Woytinsky identified deflation and the resultant lack of spending in the economy as a chief cause of the worsening economic situation and mass unemployment. During the years of 1931 and 1932 Germany was experiencing a 10% annual rate of deflation. In early 1931 Woytinsky began developing a preliminary version of what would become the WTB plan, proposing the injection of money into the European economy via large-scale public works on an international scale. He was supported by the ADGB and began publishing articles advocating his ideas in the union theoretical journal Die Arbeit in June 1931, opening debate over the concept of "active economic policy".

Toward the end of the year, Woytinsky had narrowed the scope of his proposals to a domestic scheme financed by bank loans. He continued to refine the plan and its theoretical basis. Previous opponents in the union movement including Fritz Tarnow were converted, and the two began to collaborate in promoting active economic policy to combat the depression. Along with Fritz Baade, the three presented their plan to a joint meeting of the SPD and ADGB boards.

==Reception==
The plan had widespread appeal among the union movement and the lower levels of the Social Democratic Party, who were desperate for a strategy to reduce unemployment. Six million workers were unemployed during 1932 and as a result were facing destitution, exacerbated by cuts to unemployment benefits and social welfare. Woytinsky's work in Die Arbeit had sparked wide debate over active economic policy in the party and the unions, and some aspects garnered widespread support.
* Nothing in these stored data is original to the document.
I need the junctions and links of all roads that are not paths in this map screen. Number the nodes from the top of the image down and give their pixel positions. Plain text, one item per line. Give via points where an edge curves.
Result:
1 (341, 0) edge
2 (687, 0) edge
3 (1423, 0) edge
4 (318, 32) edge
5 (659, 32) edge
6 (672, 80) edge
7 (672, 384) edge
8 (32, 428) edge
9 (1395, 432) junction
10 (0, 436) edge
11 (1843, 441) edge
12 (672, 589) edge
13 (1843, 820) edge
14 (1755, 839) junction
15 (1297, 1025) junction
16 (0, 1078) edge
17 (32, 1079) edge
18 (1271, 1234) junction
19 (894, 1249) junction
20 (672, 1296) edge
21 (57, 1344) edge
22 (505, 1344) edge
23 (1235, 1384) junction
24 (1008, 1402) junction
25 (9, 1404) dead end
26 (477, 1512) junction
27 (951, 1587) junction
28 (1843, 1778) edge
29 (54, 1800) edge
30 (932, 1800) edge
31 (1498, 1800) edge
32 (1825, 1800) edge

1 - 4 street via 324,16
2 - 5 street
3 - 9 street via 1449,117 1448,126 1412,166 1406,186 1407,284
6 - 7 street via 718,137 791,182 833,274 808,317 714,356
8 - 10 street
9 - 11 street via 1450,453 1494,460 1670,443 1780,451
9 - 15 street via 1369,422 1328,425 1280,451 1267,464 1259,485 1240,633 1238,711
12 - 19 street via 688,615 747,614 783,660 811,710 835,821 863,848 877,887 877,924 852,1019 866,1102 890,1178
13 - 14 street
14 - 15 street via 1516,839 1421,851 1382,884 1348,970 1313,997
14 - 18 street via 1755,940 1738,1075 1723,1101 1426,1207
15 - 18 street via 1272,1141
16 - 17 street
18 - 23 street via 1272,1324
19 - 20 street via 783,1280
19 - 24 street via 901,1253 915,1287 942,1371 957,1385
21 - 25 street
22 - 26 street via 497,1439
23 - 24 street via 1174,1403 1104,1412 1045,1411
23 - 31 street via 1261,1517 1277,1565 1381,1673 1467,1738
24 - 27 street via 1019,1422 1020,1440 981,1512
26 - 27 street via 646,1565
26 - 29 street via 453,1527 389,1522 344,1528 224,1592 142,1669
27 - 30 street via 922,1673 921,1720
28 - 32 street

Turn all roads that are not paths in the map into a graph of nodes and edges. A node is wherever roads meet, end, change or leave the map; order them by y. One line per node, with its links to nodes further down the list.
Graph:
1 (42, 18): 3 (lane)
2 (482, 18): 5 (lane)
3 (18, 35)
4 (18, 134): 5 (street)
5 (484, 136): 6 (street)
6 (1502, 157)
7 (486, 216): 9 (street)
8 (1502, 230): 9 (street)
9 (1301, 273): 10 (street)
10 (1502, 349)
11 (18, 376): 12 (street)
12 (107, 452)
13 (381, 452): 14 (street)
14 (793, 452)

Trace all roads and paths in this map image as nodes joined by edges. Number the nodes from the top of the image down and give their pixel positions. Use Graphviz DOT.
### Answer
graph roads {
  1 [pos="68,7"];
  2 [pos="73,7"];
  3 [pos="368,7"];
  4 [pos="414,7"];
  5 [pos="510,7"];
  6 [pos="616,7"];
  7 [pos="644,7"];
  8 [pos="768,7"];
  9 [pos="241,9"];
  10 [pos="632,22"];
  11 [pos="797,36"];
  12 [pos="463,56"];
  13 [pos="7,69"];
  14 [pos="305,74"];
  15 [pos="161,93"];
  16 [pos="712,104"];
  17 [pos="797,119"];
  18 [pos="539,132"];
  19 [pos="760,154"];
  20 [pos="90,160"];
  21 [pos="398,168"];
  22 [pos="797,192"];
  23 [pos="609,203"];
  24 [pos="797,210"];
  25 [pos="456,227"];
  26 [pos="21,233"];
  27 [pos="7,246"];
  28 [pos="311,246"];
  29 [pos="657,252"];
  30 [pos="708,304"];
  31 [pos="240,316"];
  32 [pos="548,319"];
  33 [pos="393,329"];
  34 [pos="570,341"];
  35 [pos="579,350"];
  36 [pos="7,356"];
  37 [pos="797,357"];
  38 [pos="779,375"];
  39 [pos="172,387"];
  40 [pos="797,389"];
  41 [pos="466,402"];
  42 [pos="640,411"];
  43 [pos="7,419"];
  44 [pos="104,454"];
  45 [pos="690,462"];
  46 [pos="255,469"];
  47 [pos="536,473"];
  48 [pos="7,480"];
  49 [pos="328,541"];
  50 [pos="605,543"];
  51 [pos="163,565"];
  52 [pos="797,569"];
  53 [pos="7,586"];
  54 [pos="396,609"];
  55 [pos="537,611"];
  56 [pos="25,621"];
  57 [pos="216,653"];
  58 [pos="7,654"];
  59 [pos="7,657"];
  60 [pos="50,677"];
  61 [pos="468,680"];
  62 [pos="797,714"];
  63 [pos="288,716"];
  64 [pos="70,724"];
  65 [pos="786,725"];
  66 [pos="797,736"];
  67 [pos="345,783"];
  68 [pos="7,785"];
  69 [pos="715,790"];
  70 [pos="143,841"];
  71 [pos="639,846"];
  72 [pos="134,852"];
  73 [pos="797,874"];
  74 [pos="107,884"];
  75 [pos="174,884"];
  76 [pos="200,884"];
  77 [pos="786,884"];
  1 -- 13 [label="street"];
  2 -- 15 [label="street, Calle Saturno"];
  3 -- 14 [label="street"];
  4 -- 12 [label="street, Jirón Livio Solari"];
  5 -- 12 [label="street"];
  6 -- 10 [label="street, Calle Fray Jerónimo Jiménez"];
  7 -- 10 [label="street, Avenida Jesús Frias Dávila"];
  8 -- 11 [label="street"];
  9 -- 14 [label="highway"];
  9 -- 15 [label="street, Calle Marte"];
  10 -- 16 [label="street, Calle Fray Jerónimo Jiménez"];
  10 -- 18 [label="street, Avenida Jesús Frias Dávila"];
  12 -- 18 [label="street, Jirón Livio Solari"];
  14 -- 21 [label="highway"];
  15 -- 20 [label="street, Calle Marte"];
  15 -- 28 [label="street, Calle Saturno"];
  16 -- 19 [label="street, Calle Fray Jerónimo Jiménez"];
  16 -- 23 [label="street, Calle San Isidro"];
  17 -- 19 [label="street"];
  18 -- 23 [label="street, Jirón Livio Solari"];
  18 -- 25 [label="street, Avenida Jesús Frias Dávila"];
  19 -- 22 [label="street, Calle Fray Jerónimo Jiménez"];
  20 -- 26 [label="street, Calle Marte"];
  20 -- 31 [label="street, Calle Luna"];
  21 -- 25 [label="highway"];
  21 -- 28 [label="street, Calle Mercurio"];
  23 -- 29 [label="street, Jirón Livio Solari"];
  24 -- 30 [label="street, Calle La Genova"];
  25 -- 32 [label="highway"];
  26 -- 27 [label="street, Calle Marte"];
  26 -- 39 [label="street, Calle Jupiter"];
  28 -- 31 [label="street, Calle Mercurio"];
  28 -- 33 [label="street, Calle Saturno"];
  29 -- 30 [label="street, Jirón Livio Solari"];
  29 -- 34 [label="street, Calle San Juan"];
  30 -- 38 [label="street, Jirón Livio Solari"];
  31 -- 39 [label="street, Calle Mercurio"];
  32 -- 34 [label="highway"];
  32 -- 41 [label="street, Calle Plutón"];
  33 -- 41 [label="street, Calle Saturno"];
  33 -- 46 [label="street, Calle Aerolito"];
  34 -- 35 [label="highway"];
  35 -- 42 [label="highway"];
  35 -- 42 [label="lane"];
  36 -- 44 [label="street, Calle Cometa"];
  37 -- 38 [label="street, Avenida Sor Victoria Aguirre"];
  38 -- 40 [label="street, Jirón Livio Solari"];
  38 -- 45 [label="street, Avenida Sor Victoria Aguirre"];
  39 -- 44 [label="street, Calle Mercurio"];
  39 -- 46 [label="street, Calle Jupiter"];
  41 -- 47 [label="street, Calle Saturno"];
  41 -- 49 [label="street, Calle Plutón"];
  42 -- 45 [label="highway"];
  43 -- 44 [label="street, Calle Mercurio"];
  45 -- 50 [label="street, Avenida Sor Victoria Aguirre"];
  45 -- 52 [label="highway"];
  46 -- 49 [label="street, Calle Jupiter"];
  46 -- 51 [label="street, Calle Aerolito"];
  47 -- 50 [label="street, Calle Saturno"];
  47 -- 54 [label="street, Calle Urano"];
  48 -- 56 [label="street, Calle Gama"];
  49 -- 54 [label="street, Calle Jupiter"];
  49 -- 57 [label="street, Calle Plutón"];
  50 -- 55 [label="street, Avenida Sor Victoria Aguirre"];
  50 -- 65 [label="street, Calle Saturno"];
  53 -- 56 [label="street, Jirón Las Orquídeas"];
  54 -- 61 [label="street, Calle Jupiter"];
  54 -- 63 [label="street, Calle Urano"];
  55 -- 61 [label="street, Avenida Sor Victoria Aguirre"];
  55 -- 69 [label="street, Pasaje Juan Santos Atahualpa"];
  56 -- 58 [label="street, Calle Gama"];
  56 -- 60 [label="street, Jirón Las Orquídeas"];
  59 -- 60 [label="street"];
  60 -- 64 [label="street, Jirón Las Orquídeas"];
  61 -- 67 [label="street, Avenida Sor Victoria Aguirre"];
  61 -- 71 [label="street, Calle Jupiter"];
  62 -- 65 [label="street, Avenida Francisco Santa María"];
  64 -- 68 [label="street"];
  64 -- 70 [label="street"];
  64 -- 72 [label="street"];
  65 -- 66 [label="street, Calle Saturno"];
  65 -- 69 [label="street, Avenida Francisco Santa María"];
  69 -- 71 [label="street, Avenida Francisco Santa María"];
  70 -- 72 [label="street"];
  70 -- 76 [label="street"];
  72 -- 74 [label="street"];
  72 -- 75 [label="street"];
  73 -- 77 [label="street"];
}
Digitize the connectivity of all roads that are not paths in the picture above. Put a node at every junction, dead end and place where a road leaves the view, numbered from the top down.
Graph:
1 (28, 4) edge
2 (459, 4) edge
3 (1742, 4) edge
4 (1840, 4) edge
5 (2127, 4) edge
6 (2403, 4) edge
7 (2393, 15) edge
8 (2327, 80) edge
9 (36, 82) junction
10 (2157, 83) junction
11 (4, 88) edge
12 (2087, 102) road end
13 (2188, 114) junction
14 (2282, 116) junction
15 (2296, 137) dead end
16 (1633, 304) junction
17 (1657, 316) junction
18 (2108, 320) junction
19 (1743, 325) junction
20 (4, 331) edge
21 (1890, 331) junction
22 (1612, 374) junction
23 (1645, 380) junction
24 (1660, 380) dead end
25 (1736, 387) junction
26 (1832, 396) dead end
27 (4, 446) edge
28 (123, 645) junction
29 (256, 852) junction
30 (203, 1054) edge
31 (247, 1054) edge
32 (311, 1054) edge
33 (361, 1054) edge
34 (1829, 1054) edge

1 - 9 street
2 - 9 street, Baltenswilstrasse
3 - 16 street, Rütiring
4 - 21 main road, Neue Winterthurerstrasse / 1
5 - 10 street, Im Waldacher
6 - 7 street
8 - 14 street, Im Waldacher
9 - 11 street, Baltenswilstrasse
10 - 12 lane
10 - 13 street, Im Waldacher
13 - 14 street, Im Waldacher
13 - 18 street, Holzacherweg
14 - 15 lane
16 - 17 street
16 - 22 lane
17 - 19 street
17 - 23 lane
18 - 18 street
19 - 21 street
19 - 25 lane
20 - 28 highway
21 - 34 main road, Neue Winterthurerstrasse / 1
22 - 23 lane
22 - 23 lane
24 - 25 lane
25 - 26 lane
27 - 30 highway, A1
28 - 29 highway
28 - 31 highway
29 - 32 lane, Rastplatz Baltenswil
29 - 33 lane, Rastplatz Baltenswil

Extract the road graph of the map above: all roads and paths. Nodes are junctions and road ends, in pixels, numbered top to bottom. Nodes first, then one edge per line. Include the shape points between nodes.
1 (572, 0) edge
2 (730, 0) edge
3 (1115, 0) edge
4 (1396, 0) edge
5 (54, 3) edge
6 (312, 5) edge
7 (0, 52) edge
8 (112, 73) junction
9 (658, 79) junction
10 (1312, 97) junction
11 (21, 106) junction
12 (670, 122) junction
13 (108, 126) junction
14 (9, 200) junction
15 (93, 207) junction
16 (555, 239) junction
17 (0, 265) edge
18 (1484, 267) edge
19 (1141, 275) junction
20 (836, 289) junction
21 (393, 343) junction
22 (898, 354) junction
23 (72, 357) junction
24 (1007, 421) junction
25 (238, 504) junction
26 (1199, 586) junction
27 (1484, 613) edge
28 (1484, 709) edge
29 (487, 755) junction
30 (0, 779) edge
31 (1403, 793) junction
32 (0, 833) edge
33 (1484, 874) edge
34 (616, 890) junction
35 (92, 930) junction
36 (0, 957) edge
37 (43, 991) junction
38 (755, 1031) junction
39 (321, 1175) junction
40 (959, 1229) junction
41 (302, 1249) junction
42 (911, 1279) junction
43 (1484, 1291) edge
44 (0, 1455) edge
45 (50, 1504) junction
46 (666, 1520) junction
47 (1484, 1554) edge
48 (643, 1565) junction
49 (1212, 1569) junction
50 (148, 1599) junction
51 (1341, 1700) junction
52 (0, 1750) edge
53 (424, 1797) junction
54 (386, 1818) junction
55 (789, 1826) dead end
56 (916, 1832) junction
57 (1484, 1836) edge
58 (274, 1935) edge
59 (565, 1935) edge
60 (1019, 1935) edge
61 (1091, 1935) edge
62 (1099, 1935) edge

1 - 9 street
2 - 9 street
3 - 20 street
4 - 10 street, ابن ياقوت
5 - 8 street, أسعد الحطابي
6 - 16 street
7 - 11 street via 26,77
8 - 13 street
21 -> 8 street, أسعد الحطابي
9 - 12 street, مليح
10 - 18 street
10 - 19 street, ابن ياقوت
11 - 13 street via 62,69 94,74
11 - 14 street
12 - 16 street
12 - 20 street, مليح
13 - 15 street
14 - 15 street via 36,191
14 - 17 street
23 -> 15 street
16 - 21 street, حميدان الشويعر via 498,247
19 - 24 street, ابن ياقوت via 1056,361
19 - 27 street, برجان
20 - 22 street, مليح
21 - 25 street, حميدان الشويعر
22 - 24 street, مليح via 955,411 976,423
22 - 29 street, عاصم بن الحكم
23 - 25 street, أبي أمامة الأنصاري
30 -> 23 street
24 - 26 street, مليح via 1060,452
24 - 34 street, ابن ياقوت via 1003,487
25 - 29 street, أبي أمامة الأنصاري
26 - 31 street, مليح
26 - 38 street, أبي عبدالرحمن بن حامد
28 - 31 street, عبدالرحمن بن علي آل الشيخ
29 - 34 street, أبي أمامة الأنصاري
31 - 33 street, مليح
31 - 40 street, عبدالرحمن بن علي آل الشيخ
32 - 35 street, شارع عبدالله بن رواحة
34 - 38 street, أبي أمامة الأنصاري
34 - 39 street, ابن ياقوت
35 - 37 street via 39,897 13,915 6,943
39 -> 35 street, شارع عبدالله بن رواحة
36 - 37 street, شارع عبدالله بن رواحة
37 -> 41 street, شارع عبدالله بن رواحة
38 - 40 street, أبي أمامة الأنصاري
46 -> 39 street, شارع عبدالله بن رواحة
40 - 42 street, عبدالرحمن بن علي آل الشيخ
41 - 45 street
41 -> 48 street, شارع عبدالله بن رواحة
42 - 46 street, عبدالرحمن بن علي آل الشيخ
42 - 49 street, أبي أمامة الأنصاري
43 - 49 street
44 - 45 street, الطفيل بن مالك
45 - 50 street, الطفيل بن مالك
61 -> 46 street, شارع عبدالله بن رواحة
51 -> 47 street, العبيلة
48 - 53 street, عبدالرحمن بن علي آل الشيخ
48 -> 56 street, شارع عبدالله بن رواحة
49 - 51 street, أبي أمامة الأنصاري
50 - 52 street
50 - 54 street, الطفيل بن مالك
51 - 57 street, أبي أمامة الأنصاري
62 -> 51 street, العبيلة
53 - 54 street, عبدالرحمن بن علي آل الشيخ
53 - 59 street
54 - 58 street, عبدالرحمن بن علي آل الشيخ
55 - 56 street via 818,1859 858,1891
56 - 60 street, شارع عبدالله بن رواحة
While Woytinsky had won over the bulk of the union movement by the end of 1931, most Social Democratic leaders were skeptical. Rudolf Hilferding, the party's widely respected chief theoretician and economist, opposed Woytinsky's ideas throughout their development and promotion. Hilferding adhered to the economic orthodoxy of the time. He believed that the periodic crises of capitalism were unavoidable and that state intervention could do little if anything to facilitate recovery. Fear of inflation was also widespread after Germany's experience with hyperinflation in the early 1920s: Hilferding believed that the inflationary impact of debt financing would erase any positive effects. Moreover, many socialists were disturbed by the idea of attempting to "rescue" capitalism from a crisis of its own making. Fritz Tarnow, though a supporter of the plan, articulated this dilemma:

Now, however, we stand at the sickbed of capitalism not only as diagnosticians, but also – yes, what can I say? – as a doctor who wants to heal? Or as a cheerful heir who can't wait for the end and would prefer to help things along with poison? This double role, doctor and heir, is a damn difficult task.

These arguments proved persuasive for large parts of the party. Social Democratic leaders also viewed the plan as an intrusion into the sphere of policymaking, which traditionally lay with the party, not the unions. Considering these factors, and with Hilferding staunchly opposed, the SPD board rejected the WTB plan in January 1932. The ADGB reluctantly followed their lead, declining to endorse the plan, but continued to call for large-scale public works and against deflation. Following this, the SPD tacked to the left throughout 1932. They endorsed public works but not deficit spending, and instead emphasised "transformation of the economy" and large-scale nationalisation of industries such as mining and banking as the way out of the crisis.